Si on pense à la croissance, si on pense à éradiquer durablement la pauvreté, on ne peut pas ne pas discuter du croît démographique. Comment allons-nous transformer ce croît démographique en opportunité de croissance ? Comment éduquer cette jeunesse ? Comment l’équiper d’outils pour qu’elle profite de cette révolution technologique en cours et où l’Afrique est encore à la peine ?
La bande passante, qui est aujourd’hui un fait de vie, peine à se développer. Nous devons mettre l’accent sur ces infrastructures physiques et virtuelles qui seront le moteur de la croissance du futur.

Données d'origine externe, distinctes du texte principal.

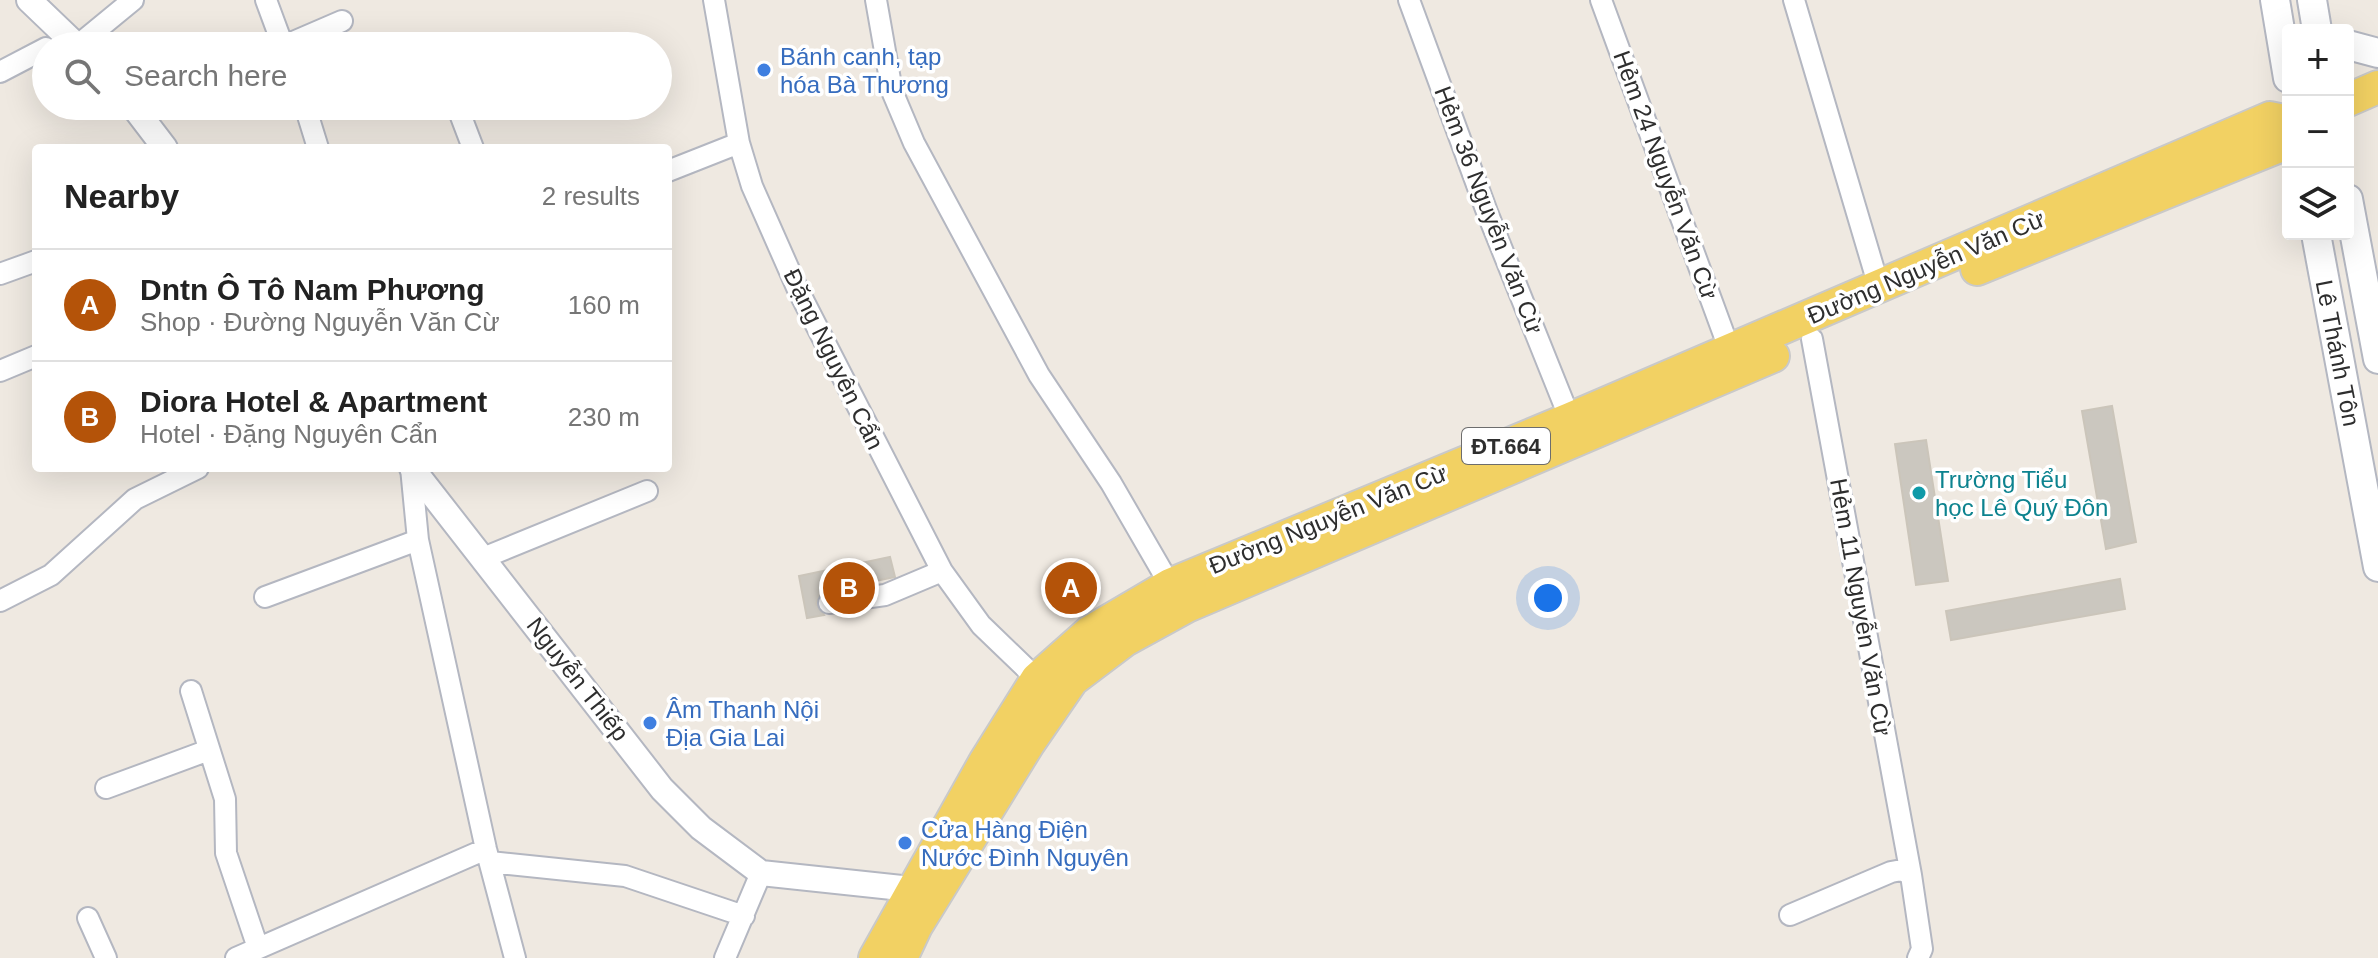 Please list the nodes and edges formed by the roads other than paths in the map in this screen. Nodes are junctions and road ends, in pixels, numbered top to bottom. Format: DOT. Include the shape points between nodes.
graph roads {
  1 [pos="29,0"];
  2 [pos="133,0"];
  3 [pos="266,0"];
  4 [pos="714,0"];
  5 [pos="876,0"];
  6 [pos="1409,0"];
  7 [pos="1601,0"];
  8 [pos="1794,0"];
  9 [pos="2275,0"];
  10 [pos="2312,0"];
  11 [pos="342,21"];
  12 [pos="2316,24"];
  13 [pos="54,32"];
  14 [pos="82,32"];
  15 [pos="278,32"];
  16 [pos="316,32"];
  17 [pos="2282,42"];
  18 [pos="2354,47"];
  19 [pos="2378,53"];
  20 [pos="32,58"];
  21 [pos="0,72"];
  22 [pos="2378,87"];
  23 [pos="2354,97"];
  24 [pos="144,120"];
  25 [pos="309,120"];
  26 [pos="462,120"];
  27 [pos="2282,121"];
  28 [pos="2282,141"];
  29 [pos="739,143"];
  30 [pos="162,144"];
  31 [pos="317,144"];
  32 [pos="471,144"];
  33 [pos="672,169"];
  34 [pos="2354,231"];
  35 [pos="2317,240"];
  36 [pos="32,262"];
  37 [pos="0,274"];
  38 [pos="1879,287"];
  39 [pos="1808,329"];
  40 [pos="1730,351"];
  41 [pos="32,358"];
  42 [pos="2378,359"];
  43 [pos="0,371"];
  44 [pos="1570,419"];
  45 [pos="190,472"];
  46 [pos="411,472"];
  47 [pos="414,472"];
  48 [pos="647,491"];
  49 [pos="418,540"];
  50 [pos="1312,540"];
  51 [pos="483,558"];
  52 [pos="2378,567"];
  53 [pos="942,571"];
  54 [pos="1170,585"];
  55 [pos="265,597"];
  56 [pos="0,601"];
  57 [pos="829,603"];
  58 [pos="1037,679"];
  59 [pos="191,691"];
  60 [pos="209,750"];
  61 [pos="106,788"];
  62 [pos="488,856"];
  63 [pos="761,873"];
  64 [pos="1911,875"];
  65 [pos="911,889"];
  66 [pos="1790,915"];
  67 [pos="744,916"];
  68 [pos="88,918"];
  69 [pos="258,948"];
  70 [pos="106,958"];
  71 [pos="236,958"];
  72 [pos="515,958"];
  73 [pos="725,958"];
  74 [pos="875,958"];
  75 [pos="901,958"];
  76 [pos="1918,958"];
  1 -- 13 [label="street"];
  2 -- 14 [label="street"];
  3 -- 15 [label="street"];
  4 -- 29 [label="street, Đặng Nguyên Cẩn"];
  5 -- 54 [label="street" via="892,91 914,143 1039,375"];
  6 -- 44 [label="street, Hẻm 36 Nguyễn Văn Cừ"];
  7 -- 40 [label="street, Hẻm 24 Nguyễn Văn Cừ"];
  8 -- 38 [label="street"];
  9 -- 17 [label="main road"];
  10 -- 12 [label="main road"];
  11 -- 16 [label="street"];
  18 -- 19 [label="main road"];
  20 -- 21 [label="street"];
  22 -- 23 [label="main road"];
  24 -- 30 [label="street"];
  25 -- 31 [label="street"];
  26 -- 32 [label="street"];
  27 -- 38 [label="main road, Đường Nguyễn Văn Cừ / ĐT.664" via="2270,118"];
  28 -- 39 [label="main road, Đường Nguyễn Văn Cừ / ĐT.664"];
  29 -- 33 [label="street"];
  29 -- 53 [label="street, Đặng Nguyên Cẩn" via="798,290"];
  34 -- 42 [label="main road"];
  35 -- 52 [label="main road, Lê Thánh Tôn"];
  36 -- 37 [label="street"];
  38 -- 39 [label="main road, Đường Nguyễn Văn Cừ / ĐT.664"];
  39 -- 40 [label="main road, Đường Nguyễn Văn Cừ / ĐT.664"];
  39 -- 50 [label="main road, Đường Nguyễn Văn Cừ / ĐT.664"];
  39 -- 64 [label="street, Hẻm 11 Nguyễn Văn Cừ"];
  40 -- 44 [label="main road, Đường Nguyễn Văn Cừ / ĐT.664"];
  41 -- 43 [label="street"];
  44 -- 50 [label="main road, Đường Nguyễn Văn Cừ / ĐT.664"];
  45 -- 56 [label="street" via="135,499 51,575"];
  46 -- 49 [label="street"];
  47 -- 51 [label="street, Nguyễn Thiếp"];
  48 -- 51 [label="street"];
  49 -- 55 [label="street"];
  49 -- 62 [label="street"];
  50 -- 54 [label="main road, Đường Nguyễn Văn Cừ / ĐT.664"];
  50 -- 75 [label="main road, Đường Nguyễn Văn Cừ / ĐT.664" via="1125,640 1072,680 947,875"];
  51 -- 63 [label="street, Nguyễn Thiếp" via="681,811"];
  53 -- 57 [label="street" via="885,595"];
  53 -- 58 [label="street, Đặng Nguyên Cẩn" via="981,625"];
  54 -- 58 [label="main road, Đường Nguyễn Văn Cừ / ĐT.664" via="1090,632"];
  58 -- 65 [label="main road, Đường Nguyễn Văn Cừ / ĐT.664"];
  59 -- 60 [label="street"];
  60 -- 61 [label="street"];
  60 -- 69 [label="street" via="225,799 224,843"];
  62 -- 67 [label="street" via="625,876"];
  62 -- 69 [label="street"];
  62 -- 72 [label="street"];
  63 -- 65 [label="street"];
  63 -- 67 [label="street"];
  64 -- 66 [label="street" via="1891,872"];
  64 -- 76 [label="street, Hẻm 11 Nguyễn Văn Cừ" via="1922,949"];
  65 -- 74 [label="main road, Đường Nguyễn Văn Cừ / ĐT.664"];
  67 -- 73 [label="street"];
  68 -- 70 [label="street"];
  69 -- 71 [label="street"];
}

Au Kenya, le boom technologique à générer un secteur nouveau. Avec le Mpessa, le taux de pénétration du téléphone est pratiquement de 99%, avec la monnaie électronique. Le taux d’accès au secteur financier a, par conséquent, explosé. Trois choses ont permis cela : l’adoption de la technologie qui a permis de contourner les obstacles (des lignes fixes), la mise en place de bonnes politiques et la position déterminante du secteur privé.
Propos recueillis par AT
Albert G. Zeufack, économiste en chef de la Banque mondiale pour la région Afrique
Albert G. Zeufack est depuis mai 2016 l’économiste en chef de la Banque mondiale pour la région Afrique. Avant d’être nommé à ce poste, il était directeur au pôle mondial d’expertise en macroéconomie et des finances publiques et chef de file d’une communauté d’experts de la Banque mondiale sur les économies de rente. Son domaine principal de recherches porte sur les fondements microéconomiques de la macroéconomie.

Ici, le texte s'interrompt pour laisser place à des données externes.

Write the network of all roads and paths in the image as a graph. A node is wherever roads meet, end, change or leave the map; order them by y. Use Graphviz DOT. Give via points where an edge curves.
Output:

Albert Zeufack est rentré à la Banque mondiale dans le cadre du programme de recrutement de «jeunes professionnels» en 1997 et a commencé sa carrière comme chercheur au sein de la Division macroéconomie et croissance du département de la recherche. Il a ensuite occupé différents postes au sein des régions Afrique, Asie de l’Est et Pacifique, et Europe et Asie Centrale. Entre 2008 et 2012, il s’est mis en disponibilité pour travailler dans le fonds souverain malaisien Khazanah Nasional Berhad, en tant qu’économiste en chef et directeur de la recherche et de la stratégie.
De nationalité camerounaise, Albert Zeufack est titulaire d’un doctorat en sciences économiques du CERDI-Université de Clermont-Ferrand (France) où il a enseigné avant de rejoindre la Banque mondiale. Il est également titulaire d’un DEA en analyse et politiques économiques de l’Université de Yaoundé (Cameroun), et a suivi des enseignements professionnels à Harvard et Stanford. Albert Zeufack est membre du réseau de l’ONU pour le développement durable, membre du comité technique consultatif pour la Charte des ressources naturelles (Oxford), membre du conseil consultatif de l’Institut pour la gouvernance des ressources naturelles (NRGI) et membre du conseil d’administration du Consortium pour la recherche économique en Afrique (AERC).